Artists were selected from an open call that netted thousands of submissions that were whittled down to 27. In discussion with Gallery Director Jordan Nelsen, she remarked that the curatorial conversations extended well beyond many artists’ submitted pieces, leading several contributors to bring in additional or previously shown works to better complement the show’s mark-making focus. In her words, the overall size of the exhibition was “ambitious.” 

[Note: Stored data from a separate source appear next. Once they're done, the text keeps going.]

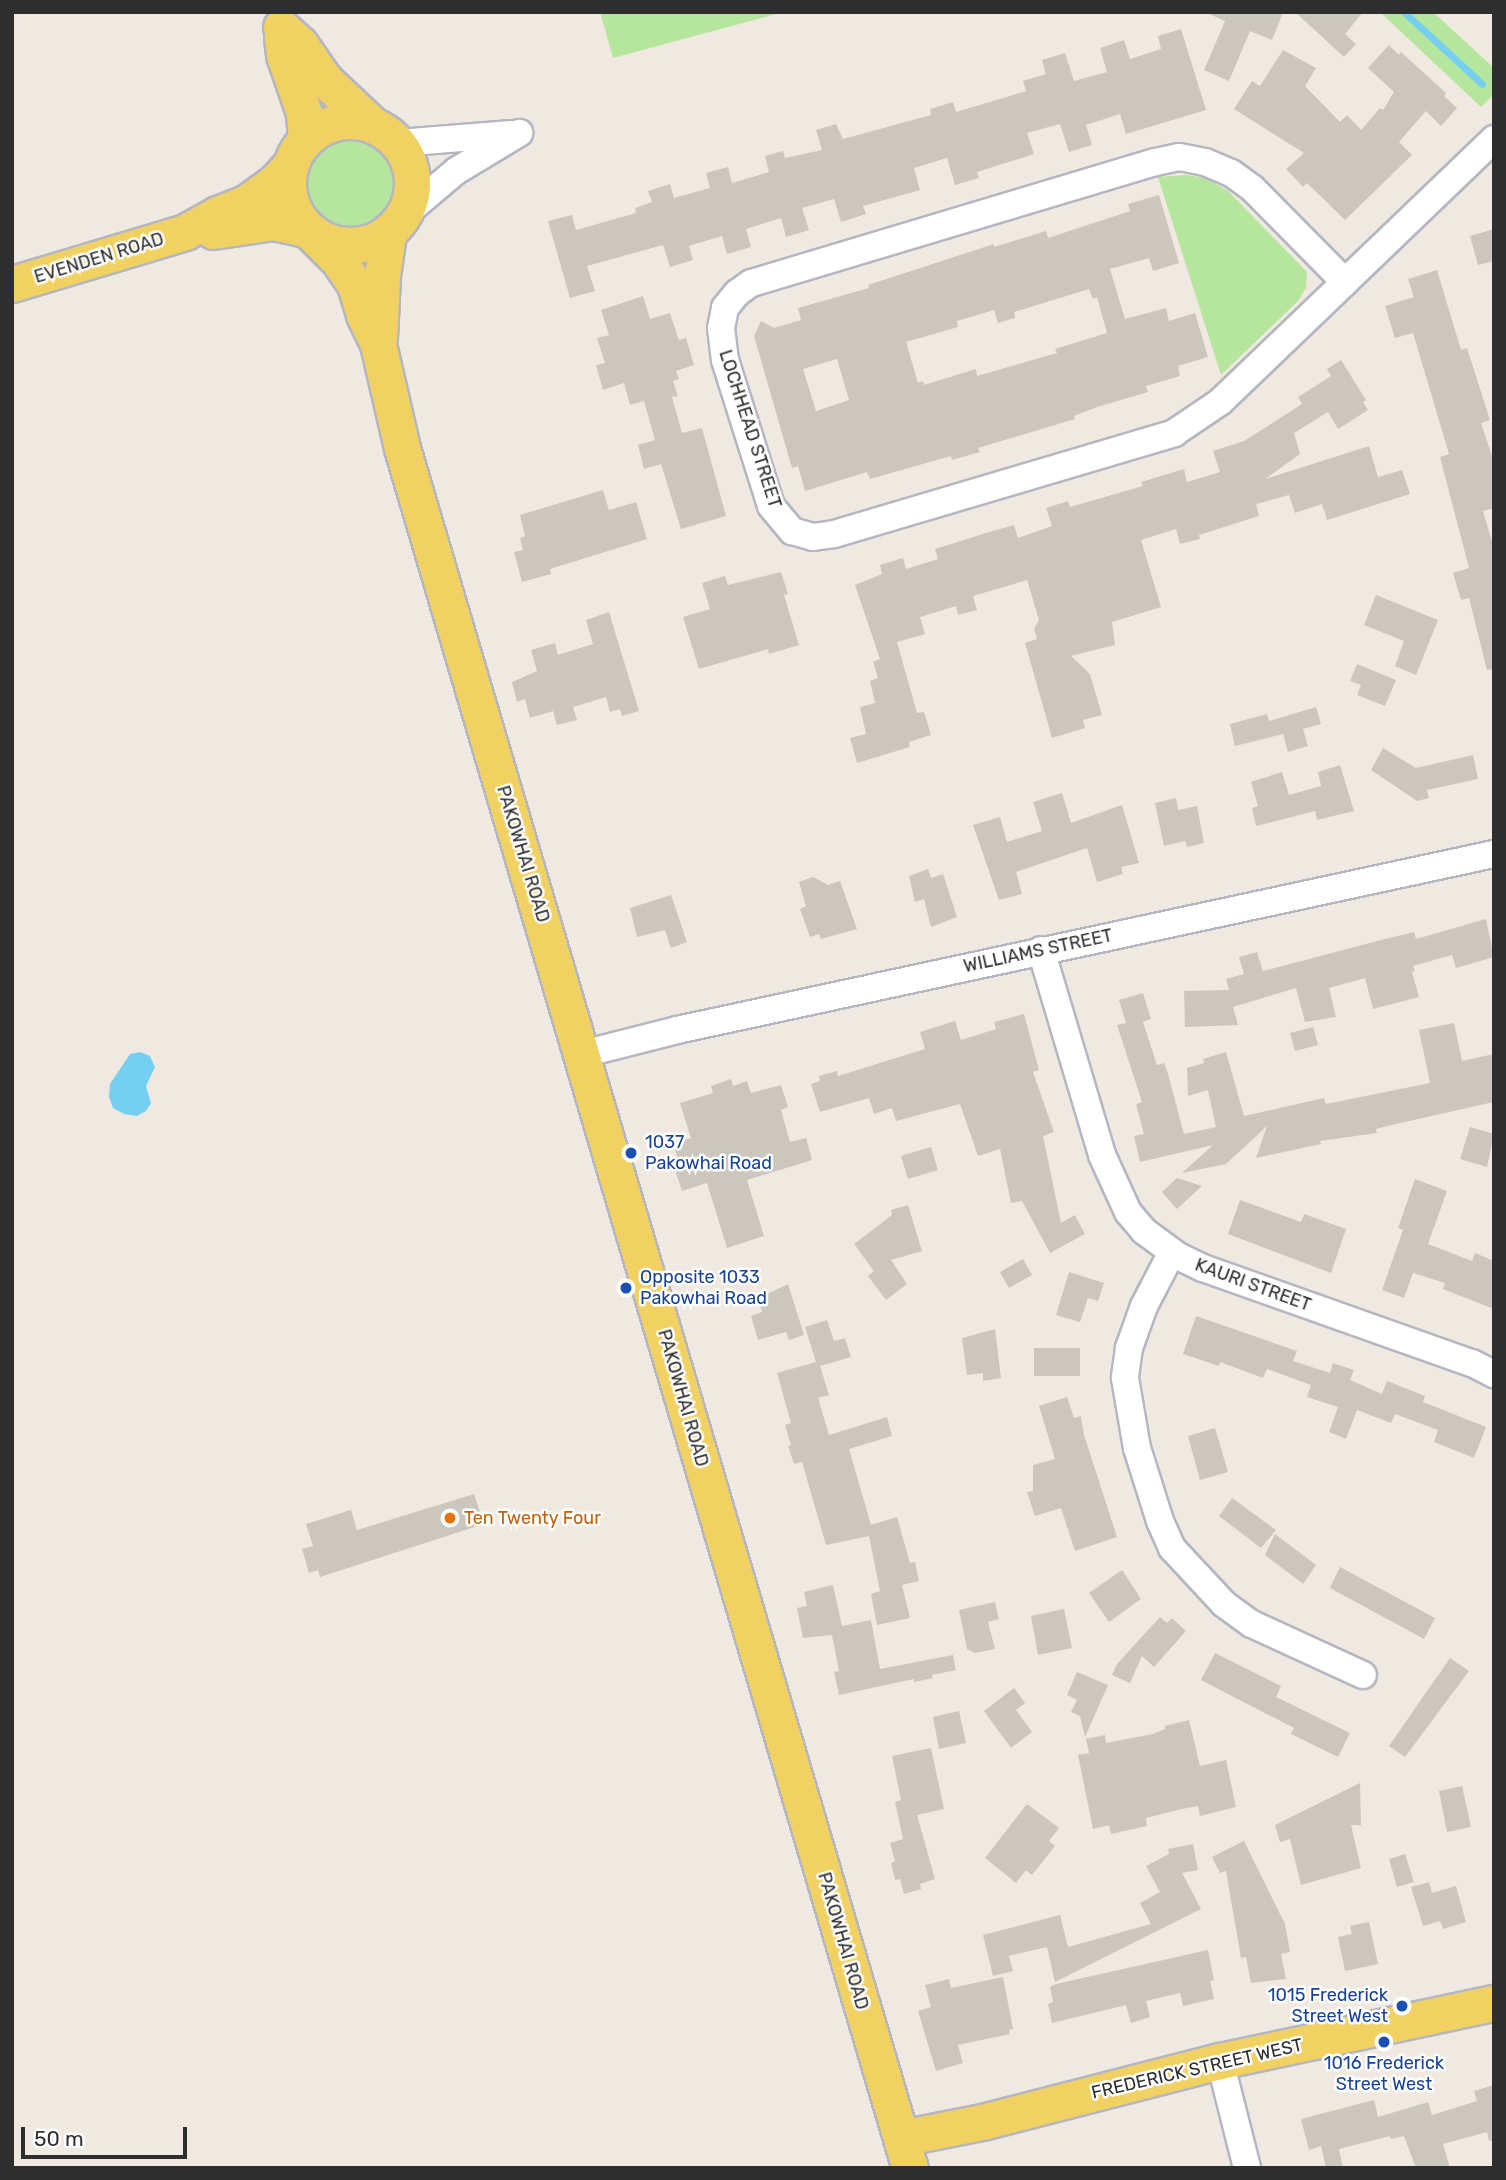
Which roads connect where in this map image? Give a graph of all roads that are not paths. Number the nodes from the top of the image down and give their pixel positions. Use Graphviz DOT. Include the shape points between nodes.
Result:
graph roads {
  1 [pos="278,20"];
  2 [pos="386,134"];
  3 [pos="1494,139"];
  4 [pos="298,152"];
  5 [pos="396,224"];
  6 [pos="308,230"];
  7 [pos="185,232"];
  8 [pos="1345,282"];
  9 [pos="12,284"];
  10 [pos="379,344"];
  11 [pos="1494,854"];
  12 [pos="1041,950"];
  13 [pos="583,1054"];
  14 [pos="1172,1252"];
  15 [pos="1494,1374"];
  16 [pos="1363,1675"];
  17 [pos="1494,2003"];
  18 [pos="1220,2061"];
  19 [pos="905,2153"];
  20 [pos="1247,2168"];
  1 -- 2 [label="main road" via="325,80"];
  1 -- 4 [label="main road" via="284,55 304,113"];
  2 -- 4 [label="main road" via="359,121 330,124"];
  2 -- 5 [label="main road" via="408,159 413,177 412,196"];
  2 -- 5 [label="street" via="519,133 456,171"];
  3 -- 8 [label="street, LOCHHEAD STREET"];
  4 -- 6 [label="main road" via="288,182 290,200"];
  4 -- 7 [label="main road, EVENDEN ROAD" via="274,183 246,203"];
  5 -- 6 [label="main road" via="366,244 342,246"];
  5 -- 10 [label="main road, PAKOWHAI ROAD" via="382,276"];
  6 -- 7 [label="main road, EVENDEN ROAD" via="273,222"];
  6 -- 10 [label="main road, PAKOWHAI ROAD" via="355,285"];
  7 -- 9 [label="main road, EVENDEN ROAD"];
  8 -- 8 [label="street, LOCHHEAD STREET" via="1252,188 1205,162 1179,158 751,283 726,308 721,328 725,360 771,506 792,531 813,537 1174,433 1220,402"];
  10 -- 13 [label="main road, PAKOWHAI ROAD" via="402,447"];
  11 -- 12 [label="street, WILLIAMS STREET"];
  12 -- 13 [label="street, WILLIAMS STREET"];
  12 -- 14 [label="street, KAURI STREET" via="1115,1188 1144,1231"];
  13 -- 19 [label="main road, PAKOWHAI ROAD"];
  14 -- 15 [label="street, KAURI STREET" via="1203,1268"];
  14 -- 16 [label="street" via="1144,1306 1129,1348 1125,1378 1137,1448 1172,1548 1224,1604 1252,1623"];
  17 -- 18 [label="main road, FREDERICK STREET WEST"];
  18 -- 19 [label="main road, FREDERICK STREET WEST" via="982,2122"];
  18 -- 20 [label="street"];
}
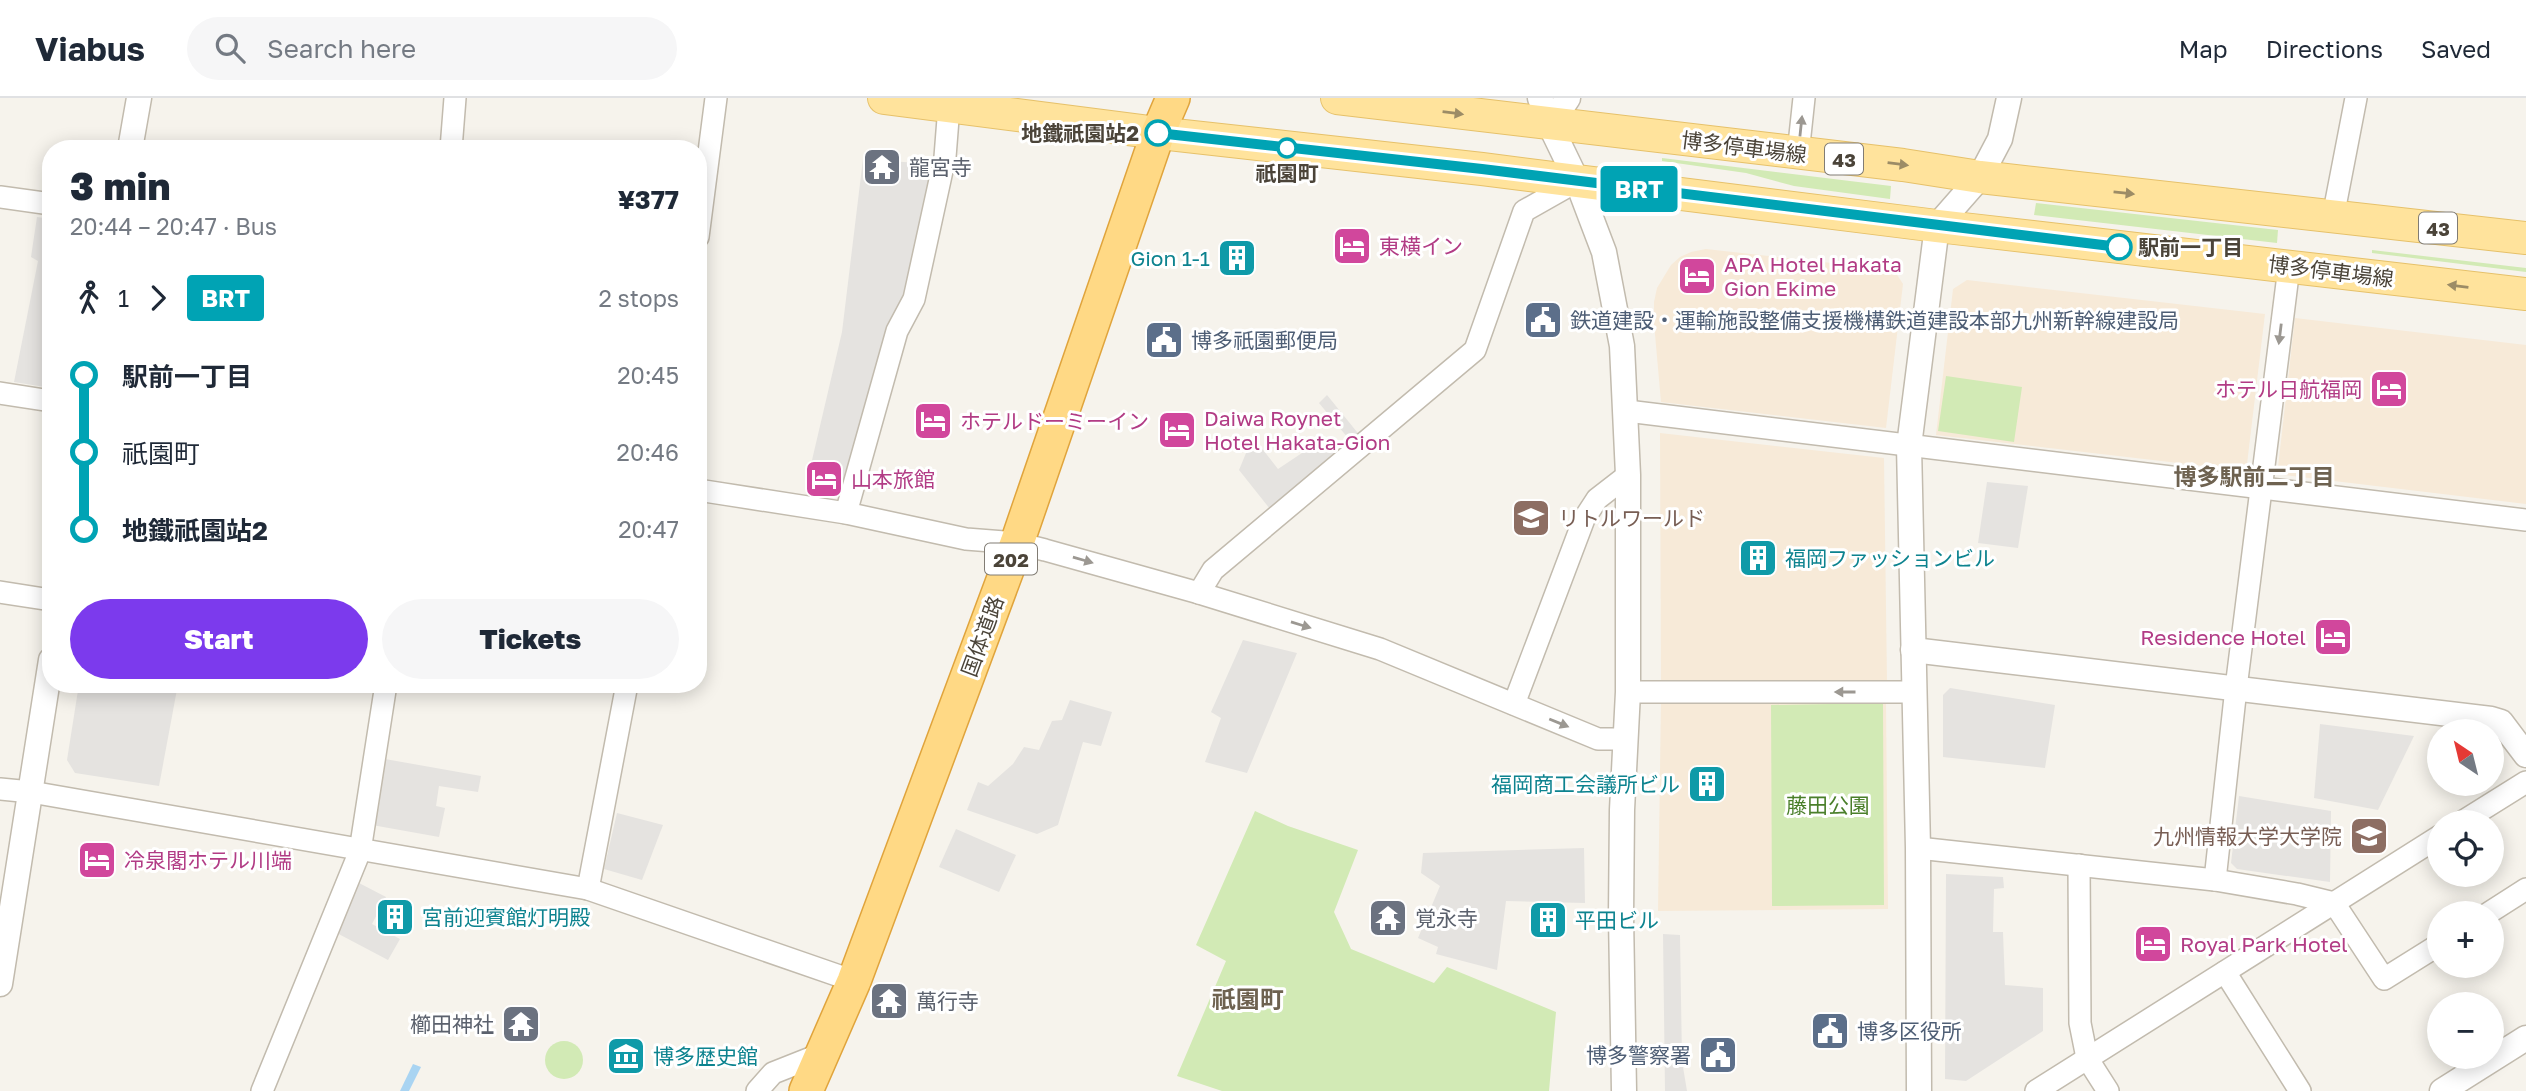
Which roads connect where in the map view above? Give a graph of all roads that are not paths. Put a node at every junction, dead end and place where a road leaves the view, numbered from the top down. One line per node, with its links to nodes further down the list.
1 (139, 98): 14 (street)
2 (455, 98): 15 (street)
3 (716, 98): 17 (street)
4 (884, 98): 11 (main road, 博多停車場線)
5 (1173, 98): 13 (highway, 国体道路 / 202)
6 (1337, 98): 12 (main road, 博多停車場線 / 43, one-way to 12)
7 (1569, 98): 12 (street)
8 (1804, 98): 16 (street, one-way to 8)
9 (2009, 98): 18 (street)
10 (2356, 98): 22 (street)
11 (948, 106): 13 (main road, 博多停車場線); 34 (street)
12 (1545, 111): 16 (main road, 博多停車場線 / 43); 19 (street)
13 (1158, 133): 19 (main road, 博多停車場線); 36 (highway, 国体道路 / 202)
14 (132, 140)
15 (453, 140)
16 (1798, 154): 18 (main road, 博多停車場線 / 43, one-way to 18)
17 (707, 168)
18 (1980, 177): 22 (main road, 博多停車場線 / 43, one-way to 22); 23 (street)
19 (1577, 181): 23 (main road, 博多停車場線); 29 (street); 38 (street)
20 (0, 197): 21 (street)
21 (42, 203)
22 (2333, 217): 24 (main road, 博多停車場線 / 43)
23 (1937, 226): 25 (main road, 博多停車場線); 30 (street)
24 (2526, 238)
25 (2289, 267): 26 (main road, 博多停車場線, one-way to 25); 32 (street, one-way to 32)
26 (2526, 294)
27 (0, 393): 28 (street)
28 (42, 400)
29 (1627, 411): 30 (street); 31 (street)
30 (1909, 446): 32 (street); 40 (street)
31 (1628, 475): 42 (street); 47 (street)
32 (2261, 488): 35 (street); 41 (street)
33 (707, 491): 34 (street)
34 (846, 513): 36 (street)
35 (2526, 520)
36 (1017, 542): 38 (street, one-way to 38); 65 (highway, 国体道路 / 202)
37 (0, 592): 39 (street)
38 (1199, 593): 47 (street, one-way to 47)
39 (42, 599)
40 (1913, 650): 41 (street); 43 (street)
41 (2235, 688): 49 (street); 58 (street)
42 (1628, 692): 43 (street, one-way to 42); 48 (street)
43 (1913, 692): 55 (street)
44 (46, 693): 52 (street)
45 (385, 693): 56 (street)
46 (625, 693): 59 (street)
47 (1514, 704): 48 (street, one-way to 48)
48 (1626, 739): 73 (street)
49 (2526, 754)
50 (2526, 782): 53 (street)
51 (0, 789): 52 (street)
52 (31, 792): 56 (street); 66 (street)
53 (2481, 810)
54 (2427, 844): 61 (street)
55 (1918, 848): 57 (street); 74 (street)
56 (360, 851): 59 (street); 70 (street)
57 (2078, 865): 58 (street); 69 (street)
58 (2215, 880): 61 (street)
59 (588, 889): 65 (street)
60 (2526, 889): 62 (street)
61 (2334, 903): 63 (street); 64 (street)
62 (2504, 903)
63 (2427, 952)
64 (2225, 972): 69 (street); 77 (street)
65 (854, 981): 68 (highway, 国体道路 / 202)
66 (0, 984)
67 (2526, 1038): 78 (street)
68 (821, 1055): 71 (street); 72 (highway, 国体道路 / 202)
69 (2087, 1058): 75 (street); 76 (street)
70 (262, 1091)
71 (757, 1091)
72 (806, 1091)
73 (1624, 1091)
74 (1919, 1091)
75 (2036, 1091)
76 (2108, 1091)
77 (2300, 1091)
78 (2442, 1091)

And ambitious it is. The defined gallery spaces are flanked by two large installations while also containing 34 additional pieces and also two site-specific installations. On first glance, it’s abundantly evident that the curatorial lens for the show is reliant on traditional pen or pencil markings, and that literal interpretation can be found throughout, like the delicate looping strokes of graphite on porcelain tiles for Jo Kim’s Soft Sound I and Soft Sound II or the recontextualized calligraphy-meets-Möbius-sculpture in A Sadness I Can’t Escape from Han Zhang. But when the tool leaves the page, the effect feels jarring and upends the theme so strikingly, and so often, that it begs the audience to ask: Is this a new interpretation of mark-making or art that is bending to meet a motif? 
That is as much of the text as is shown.